What to produce: Print all of the data exactly, but drop the pictures.

Provided data:

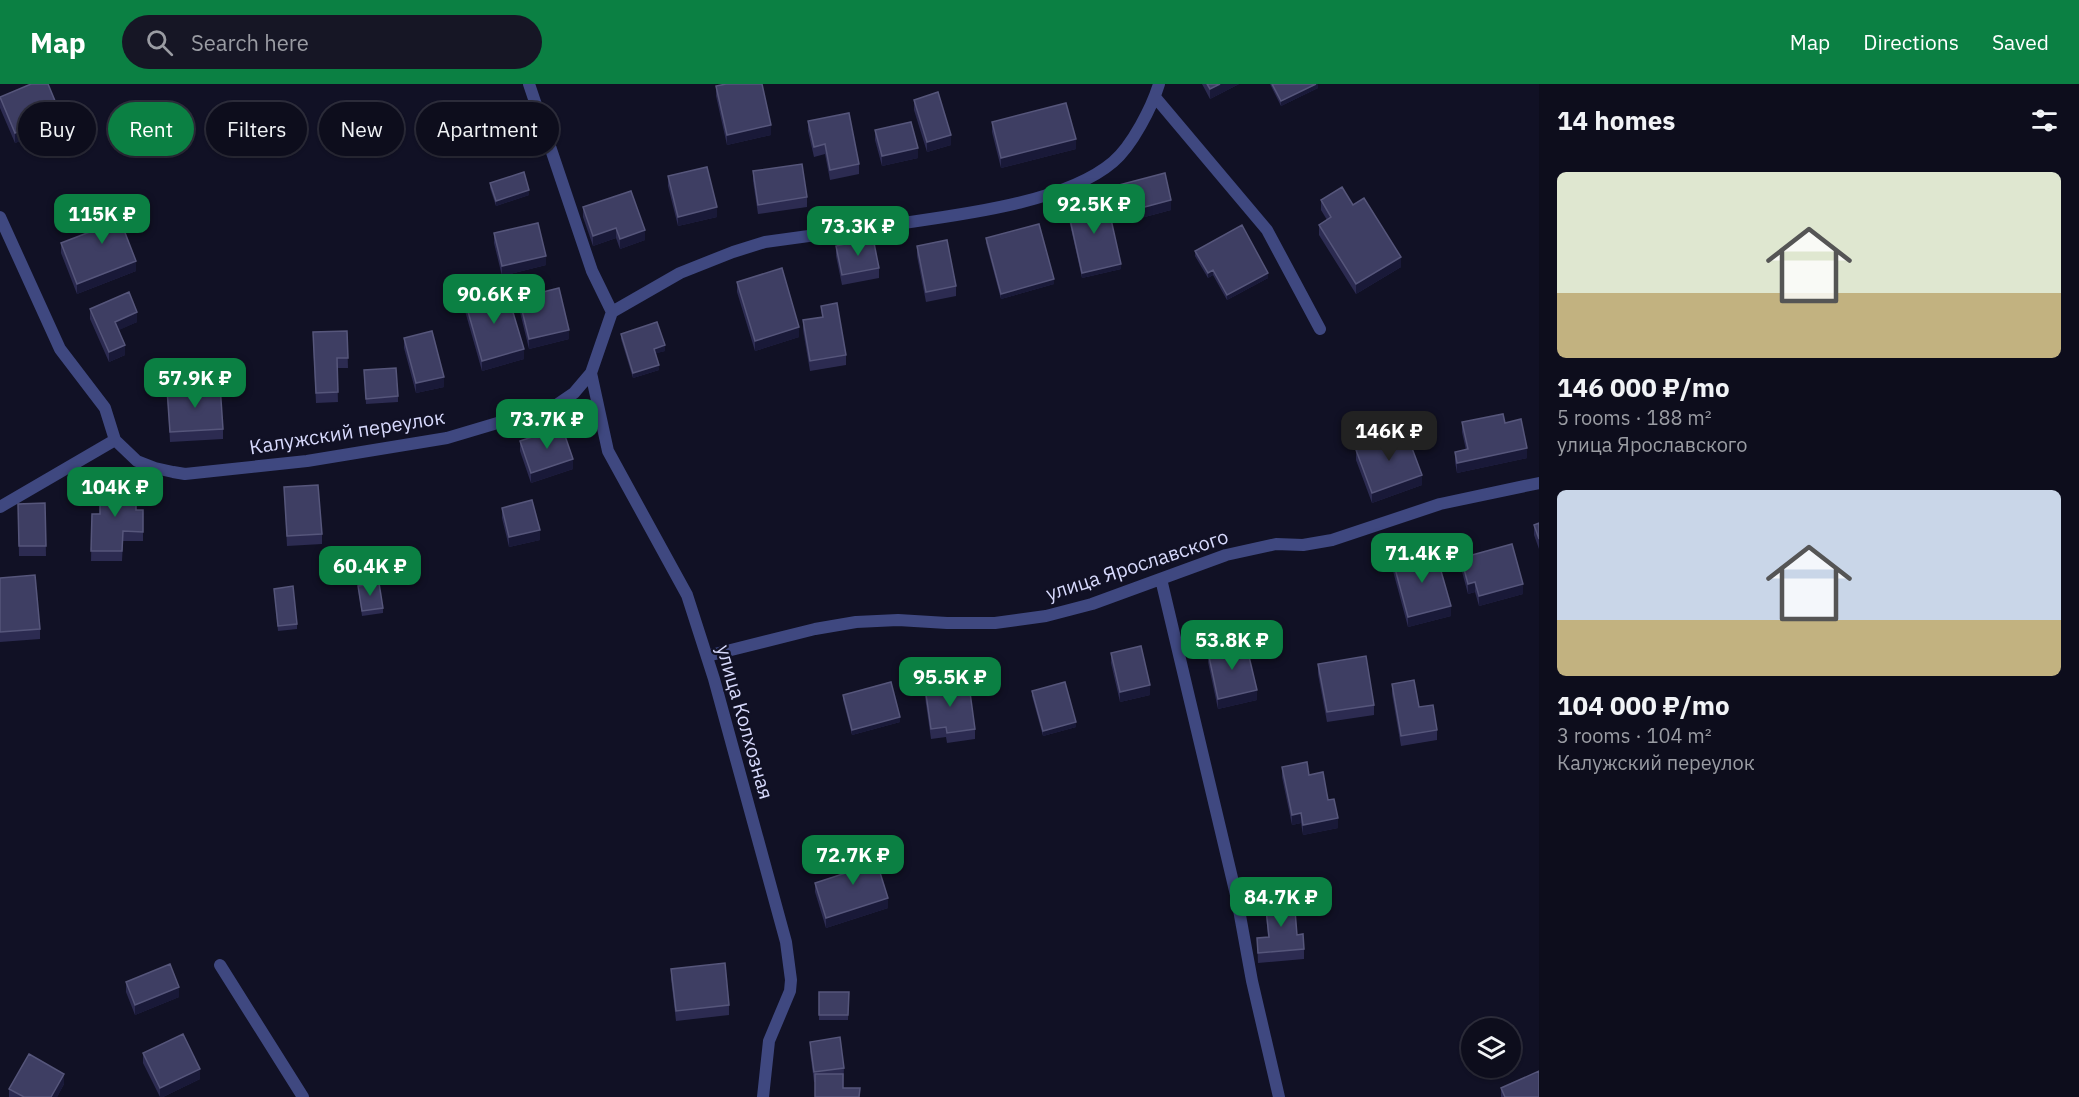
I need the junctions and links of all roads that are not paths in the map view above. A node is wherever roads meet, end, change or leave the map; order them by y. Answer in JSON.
{"nodes":[{"id":1,"x":529,"y":84,"type":"edge"},
{"id":2,"x":1159,"y":84,"type":"edge"},
{"id":3,"x":1155,"y":97,"type":"junction"},
{"id":4,"x":0,"y":217,"type":"edge"},
{"id":5,"x":612,"y":312,"type":"junction"},
{"id":6,"x":1320,"y":329,"type":"dead end"},
{"id":7,"x":591,"y":373,"type":"junction"},
{"id":8,"x":115,"y":440,"type":"junction"},
{"id":9,"x":1539,"y":483,"type":"edge"},
{"id":10,"x":0,"y":507,"type":"edge"},
{"id":11,"x":1161,"y":579,"type":"junction"},
{"id":12,"x":707,"y":656,"type":"junction"},
{"id":13,"x":220,"y":965,"type":"dead end"},
{"id":14,"x":303,"y":1097,"type":"edge"},
{"id":15,"x":763,"y":1097,"type":"edge"},
{"id":16,"x":1279,"y":1097,"type":"edge"}],
"edges":[{"from":1,"to":5,"type":"street"},
{"from":2,"to":3,"type":"street"},
{"from":3,"to":5,"type":"street"},
{"from":3,"to":6,"type":"street"},
{"from":4,"to":8,"type":"street"},
{"from":5,"to":7,"type":"street","name":"Калужский переулок"},
{"from":7,"to":8,"type":"street","name":"Калужский переулок"},
{"from":7,"to":12,"type":"street","name":"улица Колхозная"},
{"from":8,"to":10,"type":"street"},
{"from":9,"to":11,"type":"street","name":"улица Ярославского"},
{"from":11,"to":12,"type":"street","name":"улица Ярославского"},
{"from":11,"to":16,"type":"street"},
{"from":12,"to":15,"type":"street","name":"улица Колхозная"},
{"from":13,"to":14,"type":"street"}]}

Task response:
I need the junctions and links of all roads that are not paths in the map view above. A node is wherever roads meet, end, change or leave the map; order them by y. Answer in JSON.
{"nodes":[{"id":1,"x":529,"y":84,"type":"edge"},
{"id":2,"x":1159,"y":84,"type":"edge"},
{"id":3,"x":1155,"y":97,"type":"junction"},
{"id":4,"x":0,"y":217,"type":"edge"},
{"id":5,"x":612,"y":312,"type":"junction"},
{"id":6,"x":1320,"y":329,"type":"dead end"},
{"id":7,"x":591,"y":373,"type":"junction"},
{"id":8,"x":115,"y":440,"type":"junction"},
{"id":9,"x":1539,"y":483,"type":"edge"},
{"id":10,"x":0,"y":507,"type":"edge"},
{"id":11,"x":1161,"y":579,"type":"junction"},
{"id":12,"x":707,"y":656,"type":"junction"},
{"id":13,"x":220,"y":965,"type":"dead end"},
{"id":14,"x":303,"y":1097,"type":"edge"},
{"id":15,"x":763,"y":1097,"type":"edge"},
{"id":16,"x":1279,"y":1097,"type":"edge"}],
"edges":[{"from":1,"to":5,"type":"street"},
{"from":2,"to":3,"type":"street"},
{"from":3,"to":5,"type":"street"},
{"from":3,"to":6,"type":"street"},
{"from":4,"to":8,"type":"street"},
{"from":5,"to":7,"type":"street","name":"Калужский переулок"},
{"from":7,"to":8,"type":"street","name":"Калужский переулок"},
{"from":7,"to":12,"type":"street","name":"улица Колхозная"},
{"from":8,"to":10,"type":"street"},
{"from":9,"to":11,"type":"street","name":"улица Ярославского"},
{"from":11,"to":12,"type":"street","name":"улица Ярославского"},
{"from":11,"to":16,"type":"street"},
{"from":12,"to":15,"type":"street","name":"улица Колхозная"},
{"from":13,"to":14,"type":"street"}]}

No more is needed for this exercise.